Brücken-Sperrungen in Regensburg: Riesen-Staus und etliche Falschfahrer

„Brücke gesperrt! Bitte großräumig umfahren!“ Wenn Autofahrer diesen Hinweis auf dem großen Schild in der Kumpfmühler Straße lesen, ist es eigentlich schon zu spät. Dann stehen sie nämlich bereits im Stau. Und davon gab es am Montag in Regensburg reichlich.
Da zwei Brücken gesperrt wurden, war der Weg mit dem Auto aus der Innenstadt hinaus oder hinein in diesen Bereichen äußerst mühsam.
Es war seit langem angekündigt: Zum Ferienbeginn geht die Stadt zwei große Straßenbauprojekte an. Die Kreuzung von Kumpfmühler Straße und Kirchmeierstraße wird umgestaltet und die Brücke davor deswegen mehrere Wochen komplett gesperrt. Die Nibelungenbrücke bekommt eine neue Asphaltdecke. Hier bleibt zumindest eine Fahrbahn offen. Die Auswirkungen auf den Verkehr waren am Montag an beiden Orten extrem – und werden es wohl auch bleiben.

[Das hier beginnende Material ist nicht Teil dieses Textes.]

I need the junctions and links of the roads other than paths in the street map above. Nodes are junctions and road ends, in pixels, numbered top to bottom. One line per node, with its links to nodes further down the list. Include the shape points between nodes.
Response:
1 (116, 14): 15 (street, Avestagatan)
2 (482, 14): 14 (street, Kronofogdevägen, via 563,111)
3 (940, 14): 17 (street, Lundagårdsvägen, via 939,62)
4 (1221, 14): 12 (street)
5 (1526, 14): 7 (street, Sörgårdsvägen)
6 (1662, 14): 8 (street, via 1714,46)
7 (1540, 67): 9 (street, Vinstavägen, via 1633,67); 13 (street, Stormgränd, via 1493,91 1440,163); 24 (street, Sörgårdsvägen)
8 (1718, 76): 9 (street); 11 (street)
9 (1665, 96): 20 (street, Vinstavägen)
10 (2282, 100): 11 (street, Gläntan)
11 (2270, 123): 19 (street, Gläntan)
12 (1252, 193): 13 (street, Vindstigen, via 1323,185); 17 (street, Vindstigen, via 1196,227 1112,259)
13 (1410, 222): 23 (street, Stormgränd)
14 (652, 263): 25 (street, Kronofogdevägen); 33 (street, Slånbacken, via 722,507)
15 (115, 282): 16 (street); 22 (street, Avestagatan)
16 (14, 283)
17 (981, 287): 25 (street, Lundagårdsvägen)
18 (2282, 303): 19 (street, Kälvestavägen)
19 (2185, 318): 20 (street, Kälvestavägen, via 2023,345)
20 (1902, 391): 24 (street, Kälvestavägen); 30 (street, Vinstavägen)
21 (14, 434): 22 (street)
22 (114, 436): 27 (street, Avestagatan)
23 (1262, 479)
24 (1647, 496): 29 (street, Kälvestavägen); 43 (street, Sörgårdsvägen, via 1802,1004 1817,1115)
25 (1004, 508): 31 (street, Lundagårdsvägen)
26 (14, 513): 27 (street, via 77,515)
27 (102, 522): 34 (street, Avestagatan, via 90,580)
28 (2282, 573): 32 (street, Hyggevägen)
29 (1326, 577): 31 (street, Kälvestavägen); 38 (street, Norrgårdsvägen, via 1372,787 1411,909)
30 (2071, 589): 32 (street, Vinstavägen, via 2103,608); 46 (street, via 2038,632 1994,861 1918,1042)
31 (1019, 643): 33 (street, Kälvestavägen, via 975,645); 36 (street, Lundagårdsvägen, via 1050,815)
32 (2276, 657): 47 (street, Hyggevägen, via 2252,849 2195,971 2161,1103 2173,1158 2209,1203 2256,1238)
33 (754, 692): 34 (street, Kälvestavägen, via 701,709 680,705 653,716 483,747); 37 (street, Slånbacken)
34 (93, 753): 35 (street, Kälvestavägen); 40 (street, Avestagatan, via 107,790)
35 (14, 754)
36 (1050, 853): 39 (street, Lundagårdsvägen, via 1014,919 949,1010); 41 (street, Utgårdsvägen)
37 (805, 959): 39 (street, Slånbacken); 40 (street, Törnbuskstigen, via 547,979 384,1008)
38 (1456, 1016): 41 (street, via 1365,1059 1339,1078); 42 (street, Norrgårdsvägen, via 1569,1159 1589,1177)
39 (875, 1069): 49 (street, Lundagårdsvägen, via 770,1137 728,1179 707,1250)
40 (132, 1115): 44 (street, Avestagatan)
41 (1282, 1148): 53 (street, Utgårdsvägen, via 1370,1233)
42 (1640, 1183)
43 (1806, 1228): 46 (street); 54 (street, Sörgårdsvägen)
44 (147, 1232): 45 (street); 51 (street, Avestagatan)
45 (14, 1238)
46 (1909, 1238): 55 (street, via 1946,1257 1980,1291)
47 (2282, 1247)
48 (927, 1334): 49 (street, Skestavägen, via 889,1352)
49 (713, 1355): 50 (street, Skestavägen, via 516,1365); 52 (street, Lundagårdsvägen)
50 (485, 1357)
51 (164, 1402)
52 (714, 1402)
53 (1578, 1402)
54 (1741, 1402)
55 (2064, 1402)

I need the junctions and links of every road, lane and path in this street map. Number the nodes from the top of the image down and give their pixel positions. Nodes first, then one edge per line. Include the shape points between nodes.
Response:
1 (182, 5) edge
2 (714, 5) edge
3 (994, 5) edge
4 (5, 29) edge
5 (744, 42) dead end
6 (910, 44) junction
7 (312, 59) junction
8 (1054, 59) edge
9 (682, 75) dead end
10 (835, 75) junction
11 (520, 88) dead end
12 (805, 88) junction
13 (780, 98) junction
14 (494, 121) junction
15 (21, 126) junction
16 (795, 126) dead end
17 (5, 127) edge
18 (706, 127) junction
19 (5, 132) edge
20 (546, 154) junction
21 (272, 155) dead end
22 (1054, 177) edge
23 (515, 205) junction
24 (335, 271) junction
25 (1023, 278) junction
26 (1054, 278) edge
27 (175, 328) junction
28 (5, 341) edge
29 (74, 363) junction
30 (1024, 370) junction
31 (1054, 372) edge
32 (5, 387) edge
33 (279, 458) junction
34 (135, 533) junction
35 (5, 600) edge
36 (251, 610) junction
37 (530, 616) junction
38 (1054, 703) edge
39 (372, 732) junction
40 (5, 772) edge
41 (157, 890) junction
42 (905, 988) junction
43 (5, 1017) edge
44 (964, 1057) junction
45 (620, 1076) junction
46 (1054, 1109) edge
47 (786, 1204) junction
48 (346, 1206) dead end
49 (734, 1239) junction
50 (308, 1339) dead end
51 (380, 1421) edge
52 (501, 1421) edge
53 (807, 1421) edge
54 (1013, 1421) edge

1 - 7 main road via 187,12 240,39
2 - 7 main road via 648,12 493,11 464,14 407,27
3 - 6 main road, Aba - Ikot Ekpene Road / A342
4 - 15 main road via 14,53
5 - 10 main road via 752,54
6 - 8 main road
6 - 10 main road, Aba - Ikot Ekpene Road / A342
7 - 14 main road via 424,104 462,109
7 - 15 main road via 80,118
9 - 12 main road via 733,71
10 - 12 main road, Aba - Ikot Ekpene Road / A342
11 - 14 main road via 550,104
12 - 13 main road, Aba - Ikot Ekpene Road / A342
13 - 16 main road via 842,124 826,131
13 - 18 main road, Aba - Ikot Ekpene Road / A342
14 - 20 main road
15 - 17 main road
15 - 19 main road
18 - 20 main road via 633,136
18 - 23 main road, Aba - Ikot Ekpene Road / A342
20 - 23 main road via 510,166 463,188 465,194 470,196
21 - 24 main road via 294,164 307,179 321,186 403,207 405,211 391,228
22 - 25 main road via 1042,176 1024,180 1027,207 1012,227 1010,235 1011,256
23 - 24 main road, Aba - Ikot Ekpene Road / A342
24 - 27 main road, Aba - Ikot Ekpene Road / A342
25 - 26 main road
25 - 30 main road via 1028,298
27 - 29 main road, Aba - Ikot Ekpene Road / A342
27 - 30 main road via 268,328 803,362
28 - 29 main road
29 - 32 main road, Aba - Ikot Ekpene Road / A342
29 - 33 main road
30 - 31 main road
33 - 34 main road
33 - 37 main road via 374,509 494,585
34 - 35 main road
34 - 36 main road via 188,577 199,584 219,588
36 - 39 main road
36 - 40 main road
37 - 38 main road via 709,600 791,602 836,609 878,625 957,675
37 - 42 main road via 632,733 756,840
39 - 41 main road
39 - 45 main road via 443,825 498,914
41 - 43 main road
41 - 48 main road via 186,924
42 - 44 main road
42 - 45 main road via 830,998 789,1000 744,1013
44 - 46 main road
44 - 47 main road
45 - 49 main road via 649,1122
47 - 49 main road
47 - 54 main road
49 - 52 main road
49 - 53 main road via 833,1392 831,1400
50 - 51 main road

Es kommen weitere Schilder
Gegen neun Uhr stellten die Mitarbeiter der Stadtverwaltung die rot-weißen Sperrzäune auf. Mit dunkelgelbem Klebeband wurden neue Fahrspuranzeigen auf dem Teer angebracht. Am Abend teilte die Stadt dann mit, dass alles nach Plan gelaufen sei. Es werde aber über den Montag hinaus weiter gearbeitet, da die verschiedenen Verkehrsführungen noch nicht komplett eingerichtet seien. Es werde auch noch weitere Beschilderungen zur den Umleitungen geben.
Am Montag ging es nach Beginn der Sperrung rund um die Kumpfmühler Kreuzung sofort rund. In Richtung Süden staute sich der Verkehr in wenigen Minuten bis hoch zum Kumpfmühler Markt, in Richtung Westen fast bis zur Klenzebrücke. Diese ist wiederum das neue Nadelöhr, durch das der Verkehr in die Stadt rein und aus ihr heraus umgeleitet wird. Auch hier gab es stadtauswärts am Montag gleich eine Riesenschlange.
Ampelschaltung wird beobachtet
Die Autofahrer brauchten teilweise drei bis vier Ampelphasen, um bis zur Kirchmeierstraße vorzukommen. Die Lage hier werde beobachtet, teilt die Stadtverwaltung dazu mit. Ob etwa eine geänderte Ampelschaltung sinnvoll sei, lasse sich direkt nach Verkehrsumstellung noch nicht genau sagen. Hier sei erst die Umgewöhnungsphase der Verkehrsteilnehmer abzuwarten
Noch weitaus zeitraubender ist derweil die Umleitung am anderen Ende der Innenstadt bei der Nibelungenbrücke. Als erstes wurde dort die Spur aus der Stadt heraus gesperrt. Über die Adolf-Schmetzer-Straße wird der Verkehr nun bis zum Odessa-Ring geleitet. Über die Osttangente geht es dann in den Norden hinüber. Je nach Verkehrslage kann diese Umfahrung sehr lange dauern. Manche Autofahrer sparten sich diese aber. Die gesperrte Fahrbahn der Nibelungenbrücke kann auf einer Spur nämlich von Linienbussen und Rettungsdiensten genutzt werden. Dies wurde am Montag teils ungeniert ausgenutzt. Ganze Kolonnen düsten den Bussen einfach hinterher: trotz Durchfahrt-verboten-Schild.
Schonfrist ist nun vorbei
Die Polizei hatte den Bereich nach eigenen Angaben im Blick. Etliche Falschfahrer seien aufgehalten worden, teilte Sprecher Markus Reitmeier mit: „Am ersten Tag haben wir es aber bei mündlichen Ermahnungen belassen.“ Ab Dienstag sei die Schonfrist nun allerdings vorbei. Wer dann trotz Verbot reinfährt, muss mit einem Verwarnungsgeld von 50 Euro rechnen.
Die erste Kurzbilanz zum Starttag der Brückensperrungen fiel bei der Polizei dennoch sehr positiv aus. Unfälle – etwa durch Auffahren –, die konkret mit den Sperrungen zusammenhingen, seien keine registriert worden.
Und auch die Atmosphäre auf den Straßen sei in den betroffenen Bereichen „sogar überraschend gut gewesen“, erzählt Reitmeier. Es habe keine lautstarken Beschimpfungen oder ähnliches gegeben: „Die Autofahrer haben sich als erstaunlich geduldig erwiesen.“ Auch die Stadt lobt, dass sich die Verkehrsteilnehmer besonnen und ein angepasstes Fahrverhalten gezeigt hätten.